Accelerating SGX - Githubissues

kylebystrom commented 3 years ago

Hi PySCF Developers,

I am interested in doing some coding to accelerate the SGX module but wanted to ask for feedback and advice first since I'm new to molecular integral evaluation. I did some basic analysis and profiling of the code below.

I have been using the SGX module in my research and have found it quite useful. However, I have also noticed that it is significantly slower than ORCA's COSX, in spite of the fact that all the computationally expensive parts of the PySCF implementation are written in parallel in C. I have noticed several differences between the ORCA COSX and PySCF SGX, and I was wondering if you had any insights into which of these differences might result in the performance difference.

ORCA does P-junction screening, while PySCF does not. In addition, COSX computes the exchange potential for density matrix differences, rather than total density matrices. Therefore, even for small molecules COSX can get significant P-junction screening.
ORCA vectorizes their ESP integrals by putting the real-space coordinates on the inner loop.
ORCA uses McMurchie-Davidson integration and calculates the incomplete gamma function directly, and they store all the Hermite expansion coefficients and reuse them for different grid points. I am not sure if there is any way to do this for Rys quadrature, which is the approach used by libcint. Are there any quantities that can be precomputed and reused within the Rys quadrature approach that are not already? I saw that the pair data is precomputed for 3-center, 2-electron integrals.

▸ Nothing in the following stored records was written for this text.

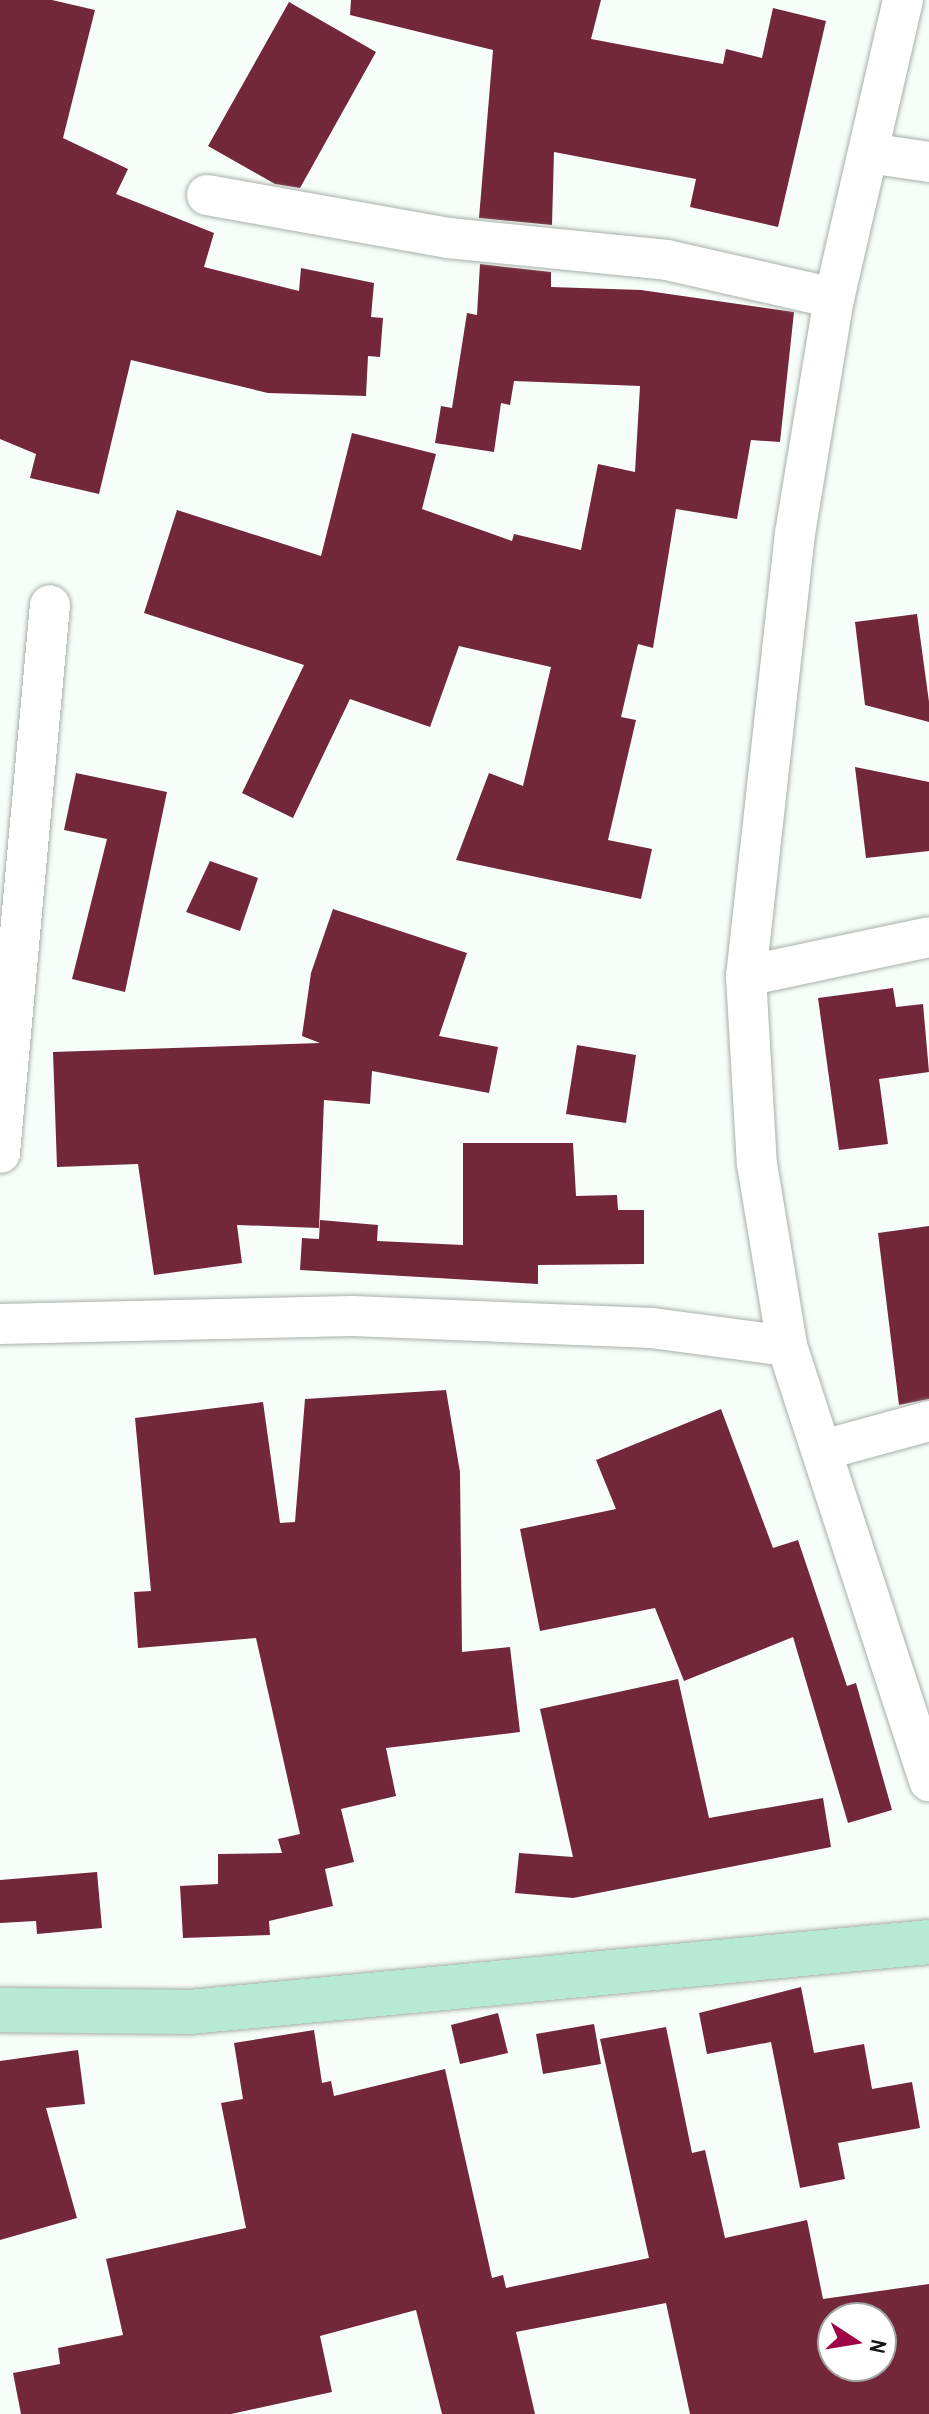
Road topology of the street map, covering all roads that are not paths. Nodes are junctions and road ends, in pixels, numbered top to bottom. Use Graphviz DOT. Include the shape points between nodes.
graph roads {
  1 [pos="903,0"];
  2 [pos="868,153"];
  3 [pos="929,162"];
  4 [pos="207,195"];
  5 [pos="834,298"];
  6 [pos="50,605"];
  7 [pos="13,903"];
  8 [pos="929,937"];
  9 [pos="746,976"];
  10 [pos="0,1153"];
  11 [pos="0,1324"];
  12 [pos="787,1346"];
  13 [pos="929,1421"];
  14 [pos="823,1450"];
  15 [pos="929,1781"];
  16 [pos="929,1942"];
  17 [pos="0,2010"];
  1 -- 2 [label="street"];
  2 -- 3 [label="street"];
  2 -- 5 [label="street"];
  4 -- 5 [label="street" via="448,238 667,260"];
  5 -- 9 [label="street" via="795,533"];
  6 -- 7 [label="street"];
  7 -- 10 [label="street"];
  8 -- 9 [label="street"];
  9 -- 12 [label="street" via="757,1164"];
  11 -- 12 [label="street" via="352,1316 652,1328"];
  12 -- 14 [label="street"];
  13 -- 14 [label="street"];
  14 -- 15 [label="street" via="870,1619"];
  16 -- 17 [label="street" via="190,2012"];
}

I also did some tests and found that while PySCF's analytical exchange is only a bit slower than ORCA, its SGX is much slower. The table below shows seconds per SCF iteration for B3LYP/def2-QZVPPD. I did methane and ethane on 1 core and octane on 16 cores. I am not sure why ORCA is so slow and PySCF so fast for methane with analytical integration, but the other data illustrate the performance difference well. Also, I think PySCF's grids are a bit larger than ORCA's for COSX (PySCF has more radial grids), but that does not account for the performance difference.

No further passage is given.